Targeting former Miss Universe, Donald Trump goes off the rails

09/30/16 09:22AM

One of the most memorable moments of this week's presidential debate came at the very end of the event. Hillary Clinton noted an incident in which Trump called a Miss Universe pageant contestant "Miss Piggy" and "Miss Housekeeping" because she was Latina.

"Donald, she has a name," Clinton said. "Her name is Alicia Machado. And she has become a U.S. citizen, and you can bet she's going to vote this November."

The smart move for Trump would have been to change the subject and stick to issues that play in his favor. The day after the debate, however, the Republican did the opposite, calling into Fox News to complain -- unprompted -- about Machado's weight. Trump campaign surrogates, including former House Speaker Newt Gingrich, quickly piled on.

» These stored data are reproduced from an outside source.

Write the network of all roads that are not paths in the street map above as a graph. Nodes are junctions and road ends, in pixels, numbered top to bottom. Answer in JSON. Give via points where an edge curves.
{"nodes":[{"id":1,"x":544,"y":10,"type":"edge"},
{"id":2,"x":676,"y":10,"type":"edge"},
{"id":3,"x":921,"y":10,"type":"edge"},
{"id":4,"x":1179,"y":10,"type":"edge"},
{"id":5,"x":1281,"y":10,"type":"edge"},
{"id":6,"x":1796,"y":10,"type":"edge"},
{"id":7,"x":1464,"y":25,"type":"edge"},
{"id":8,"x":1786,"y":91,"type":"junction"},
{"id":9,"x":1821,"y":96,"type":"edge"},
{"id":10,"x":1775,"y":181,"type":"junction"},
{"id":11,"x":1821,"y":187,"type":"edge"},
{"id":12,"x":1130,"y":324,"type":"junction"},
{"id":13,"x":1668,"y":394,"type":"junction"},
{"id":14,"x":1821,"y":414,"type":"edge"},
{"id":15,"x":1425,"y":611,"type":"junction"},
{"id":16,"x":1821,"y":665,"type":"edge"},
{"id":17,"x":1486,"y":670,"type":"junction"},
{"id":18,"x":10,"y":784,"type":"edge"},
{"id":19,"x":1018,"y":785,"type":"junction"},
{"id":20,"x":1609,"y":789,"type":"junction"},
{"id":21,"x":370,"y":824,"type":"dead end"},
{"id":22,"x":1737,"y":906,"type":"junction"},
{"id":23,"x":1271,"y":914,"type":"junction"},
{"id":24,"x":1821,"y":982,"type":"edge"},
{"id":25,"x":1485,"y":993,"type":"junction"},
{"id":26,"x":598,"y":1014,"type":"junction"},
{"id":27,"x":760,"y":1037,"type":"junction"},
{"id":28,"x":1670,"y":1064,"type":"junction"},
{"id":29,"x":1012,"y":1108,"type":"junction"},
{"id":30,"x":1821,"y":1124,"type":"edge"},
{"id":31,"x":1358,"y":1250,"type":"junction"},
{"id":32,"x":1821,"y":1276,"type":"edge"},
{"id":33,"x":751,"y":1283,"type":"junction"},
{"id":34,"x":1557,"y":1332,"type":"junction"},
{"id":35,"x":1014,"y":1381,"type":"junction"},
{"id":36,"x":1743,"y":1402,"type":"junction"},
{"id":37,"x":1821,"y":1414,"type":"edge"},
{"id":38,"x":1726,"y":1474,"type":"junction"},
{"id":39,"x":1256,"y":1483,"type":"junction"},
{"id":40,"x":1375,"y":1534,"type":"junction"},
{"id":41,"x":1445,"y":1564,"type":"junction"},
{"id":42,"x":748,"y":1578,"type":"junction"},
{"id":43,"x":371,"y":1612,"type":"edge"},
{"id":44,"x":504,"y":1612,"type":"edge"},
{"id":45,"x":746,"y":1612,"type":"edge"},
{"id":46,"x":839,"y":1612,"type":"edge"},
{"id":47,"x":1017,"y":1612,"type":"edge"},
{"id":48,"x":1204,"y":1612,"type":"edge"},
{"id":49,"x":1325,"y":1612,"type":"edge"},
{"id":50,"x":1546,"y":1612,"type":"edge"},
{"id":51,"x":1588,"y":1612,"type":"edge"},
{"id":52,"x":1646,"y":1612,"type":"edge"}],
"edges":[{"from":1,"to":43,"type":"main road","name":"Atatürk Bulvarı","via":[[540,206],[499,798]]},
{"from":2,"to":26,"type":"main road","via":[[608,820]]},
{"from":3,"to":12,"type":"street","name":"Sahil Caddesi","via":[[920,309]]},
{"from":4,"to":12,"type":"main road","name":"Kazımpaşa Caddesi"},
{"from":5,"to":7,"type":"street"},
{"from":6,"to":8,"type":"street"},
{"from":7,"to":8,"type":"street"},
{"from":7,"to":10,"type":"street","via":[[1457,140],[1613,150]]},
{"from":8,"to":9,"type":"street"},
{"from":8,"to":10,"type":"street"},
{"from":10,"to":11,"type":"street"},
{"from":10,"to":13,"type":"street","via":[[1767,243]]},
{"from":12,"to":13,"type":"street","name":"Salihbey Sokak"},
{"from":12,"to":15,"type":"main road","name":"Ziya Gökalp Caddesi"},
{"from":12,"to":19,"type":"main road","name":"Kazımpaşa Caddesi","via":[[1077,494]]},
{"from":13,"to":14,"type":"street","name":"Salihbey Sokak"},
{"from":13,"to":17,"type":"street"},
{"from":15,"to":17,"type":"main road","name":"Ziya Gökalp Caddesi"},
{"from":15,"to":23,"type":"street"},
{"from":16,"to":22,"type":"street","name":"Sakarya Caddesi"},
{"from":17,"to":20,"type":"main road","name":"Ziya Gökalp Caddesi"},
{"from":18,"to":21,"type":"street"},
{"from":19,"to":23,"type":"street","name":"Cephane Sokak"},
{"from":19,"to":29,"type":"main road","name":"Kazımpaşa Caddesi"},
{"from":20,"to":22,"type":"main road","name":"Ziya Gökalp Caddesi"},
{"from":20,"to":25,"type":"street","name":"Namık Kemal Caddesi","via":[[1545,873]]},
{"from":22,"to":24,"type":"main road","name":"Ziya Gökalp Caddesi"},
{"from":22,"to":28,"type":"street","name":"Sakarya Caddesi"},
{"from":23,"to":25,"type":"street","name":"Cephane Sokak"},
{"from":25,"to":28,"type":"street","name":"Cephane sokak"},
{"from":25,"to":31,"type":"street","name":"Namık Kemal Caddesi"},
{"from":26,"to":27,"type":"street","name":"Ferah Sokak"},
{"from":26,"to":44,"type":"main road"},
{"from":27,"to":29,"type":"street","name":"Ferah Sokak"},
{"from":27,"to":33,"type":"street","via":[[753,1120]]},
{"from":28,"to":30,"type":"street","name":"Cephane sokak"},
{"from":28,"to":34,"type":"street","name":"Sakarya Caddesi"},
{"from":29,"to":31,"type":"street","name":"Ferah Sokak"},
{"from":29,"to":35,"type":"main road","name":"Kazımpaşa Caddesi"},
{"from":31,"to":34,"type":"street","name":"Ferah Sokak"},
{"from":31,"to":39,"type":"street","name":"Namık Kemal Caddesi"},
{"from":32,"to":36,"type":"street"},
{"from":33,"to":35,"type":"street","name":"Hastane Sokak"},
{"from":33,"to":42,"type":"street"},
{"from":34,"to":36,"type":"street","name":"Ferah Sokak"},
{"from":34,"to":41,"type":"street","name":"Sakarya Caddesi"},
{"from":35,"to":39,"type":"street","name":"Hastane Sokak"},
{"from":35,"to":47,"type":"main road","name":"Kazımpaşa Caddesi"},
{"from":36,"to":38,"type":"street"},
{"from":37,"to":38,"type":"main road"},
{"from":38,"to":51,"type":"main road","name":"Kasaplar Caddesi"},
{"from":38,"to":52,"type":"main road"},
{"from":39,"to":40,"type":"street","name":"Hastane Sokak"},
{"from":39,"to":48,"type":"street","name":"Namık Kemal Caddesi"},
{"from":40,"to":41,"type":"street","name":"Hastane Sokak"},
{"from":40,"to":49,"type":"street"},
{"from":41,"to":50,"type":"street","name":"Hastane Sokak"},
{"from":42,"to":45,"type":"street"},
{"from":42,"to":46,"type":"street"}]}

Four days after the debate, Trump still can't help himself.
The GOP nominee unleashed a tweetstorm early Friday in which he called Alicia Machado "disgusting" and ripped into Hillary Clinton for mentioning her in the first presidential debate.

The purported "sex tape" appears to be a reference to reports about explicit footage from Machado's time on a Spanish reality television show called "The Farm."
Note, in one of his early-morning tweets, Trump specifically urged Americans to "check out" a non-existent "sex tape" -- making the 2016 Republican the first major-party presidential nominee to encourage the public to seek out porn. (Congrats, again, Christian conservatives.)

Gingrich, meanwhile, has begun equating the former Miss Universe with Benghazi because, well, just because.

Honestly, is there something in the water?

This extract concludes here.